Live read still passes after all changes. `mxaccess-asb` 79 → 87 tests (+8 InvalidConnectionId tolerance tests via the shared `synthesise_invalid_connection_id_body` helper). Default-feature clippy clean.
The `examples/asb-subscribe.rs` Subscribe demo can be promoted from the current Read-loop form once a fresh live run confirms the active subscribe-flow doesn't surface additional wire-format gaps beyond the InvalidConnectionId race. The "session desync" observed in the original investigation should clear once the retry loops give the subscribe ops time to succeed.
### F12 — `NmxClient::create` (auto-resolving COM-activation factory)
**Resolved:** 2026-05-05 (commit `<this commit>`).
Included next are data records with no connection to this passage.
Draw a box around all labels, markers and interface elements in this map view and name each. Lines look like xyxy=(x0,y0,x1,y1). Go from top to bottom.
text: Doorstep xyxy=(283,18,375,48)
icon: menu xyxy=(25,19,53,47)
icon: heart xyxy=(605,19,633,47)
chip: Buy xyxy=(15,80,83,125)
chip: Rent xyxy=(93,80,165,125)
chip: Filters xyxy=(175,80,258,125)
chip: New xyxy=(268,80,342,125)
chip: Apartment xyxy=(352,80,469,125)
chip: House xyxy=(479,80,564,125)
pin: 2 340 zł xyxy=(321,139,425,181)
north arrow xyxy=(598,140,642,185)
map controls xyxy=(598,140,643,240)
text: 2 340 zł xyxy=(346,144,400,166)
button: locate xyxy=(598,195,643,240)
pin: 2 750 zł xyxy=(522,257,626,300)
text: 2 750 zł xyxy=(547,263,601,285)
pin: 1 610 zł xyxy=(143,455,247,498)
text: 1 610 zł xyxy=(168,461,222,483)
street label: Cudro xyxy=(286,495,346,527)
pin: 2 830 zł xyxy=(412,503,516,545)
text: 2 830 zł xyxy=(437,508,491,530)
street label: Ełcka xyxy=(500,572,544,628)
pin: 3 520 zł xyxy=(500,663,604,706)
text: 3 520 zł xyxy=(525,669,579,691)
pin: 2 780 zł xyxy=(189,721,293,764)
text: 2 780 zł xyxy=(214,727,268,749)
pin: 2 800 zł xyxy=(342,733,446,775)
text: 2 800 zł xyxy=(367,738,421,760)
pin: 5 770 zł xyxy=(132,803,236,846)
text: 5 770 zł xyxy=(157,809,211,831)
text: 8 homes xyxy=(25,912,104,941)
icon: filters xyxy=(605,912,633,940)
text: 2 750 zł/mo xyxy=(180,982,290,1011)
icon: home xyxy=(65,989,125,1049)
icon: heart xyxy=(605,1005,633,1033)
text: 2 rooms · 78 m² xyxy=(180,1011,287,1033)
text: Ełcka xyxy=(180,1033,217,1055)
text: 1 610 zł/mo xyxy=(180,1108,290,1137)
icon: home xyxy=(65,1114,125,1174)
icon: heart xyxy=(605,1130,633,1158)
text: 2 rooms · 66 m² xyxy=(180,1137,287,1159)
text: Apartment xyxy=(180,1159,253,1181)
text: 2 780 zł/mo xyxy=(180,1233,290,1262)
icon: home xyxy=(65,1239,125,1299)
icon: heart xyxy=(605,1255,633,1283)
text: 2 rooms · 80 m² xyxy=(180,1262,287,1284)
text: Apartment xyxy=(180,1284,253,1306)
Builds on F6: new `NmxClient::create(ntlm_factory)` constructor in `crates/mxaccess-nmx/src/client.rs`, gated on `cfg(all(windows, feature = "windows-com"))`. New crate-level feature `mxaccess-nmx/windows-com` propagates to `mxaccess-rpc/windows-com`. Mirrors `ManagedNmxService2Client.Create()` (`cs:30-64`) + `ResolveService` (`cs:491-523`) — six steps: (1) `com_objref_provider::marshal_activated_iunknown_objref("NmxSvc.NmxService", MarshalContext::DifferentMachine)` activates the COM class and emits an OBJREF blob; (2) `ComObjRef::parse` extracts `oxid` + `ipid` (the activated server's `IUnknown` IPID); (3) `resolve_oxid_with_managed_ntlm_packet_integrity` against `127.0.0.1:135` (RPCSS endpoint mapper) returns the server's `(host, port)` bindings + `IRemUnknown` IPID; (4) the `ncacn_ip_tcp` non-security binding's `host[port]` text is parsed via the new `parse_bracketed_host_port` helper (mirrors the .NET `ParseBracketedHost` / `ParseBracketedPort` pair, using `rfind` so FQDNs with `.` round-trip — matches `cs:540-561`); (5) a fresh transport binds to `IRemUnknown` and calls `RemQueryInterface(iunknown_ipid, INmxService2_IID, fresh_causality_id, public_refs=5)` — the `RemQiResult` carries the new `INmxService2` IPID; (6) a second fresh transport binds to `INmxService2` via `Self::connect`. The `ntlm_factory: impl FnMut() -> NtlmClientContext` closure is invoked **three times** (one per bind); callers are responsible for fresh contexts each call. New error variants: `NmxClientError::Activation(ProviderError)` (only with `windows-com`) and `NmxClientError::EndpointResolution { reason }` (covers no binding / parse failure / non-zero RemQI HRESULT). 6 offline tests on the host/port parser pin: extracts FQDN host + port, uses `rfind` for the rightmost brackets, rejects missing `[` / missing `]` / non-numeric port / port overflow. 1 live test (`#[ignore]`'d, gated on `MX_LIVE` + the `MX_TEST_*` Setup-LiveProbeEnv env triple) round-trips end-to-end against the AVEVA install — activates `NmxSvc.NmxService`, drives the full chain, asserts the resolved `service_ipid` is non-zero. Live verification: passes. Workspace tests went 17 → 23 in mxaccess-nmx (+6).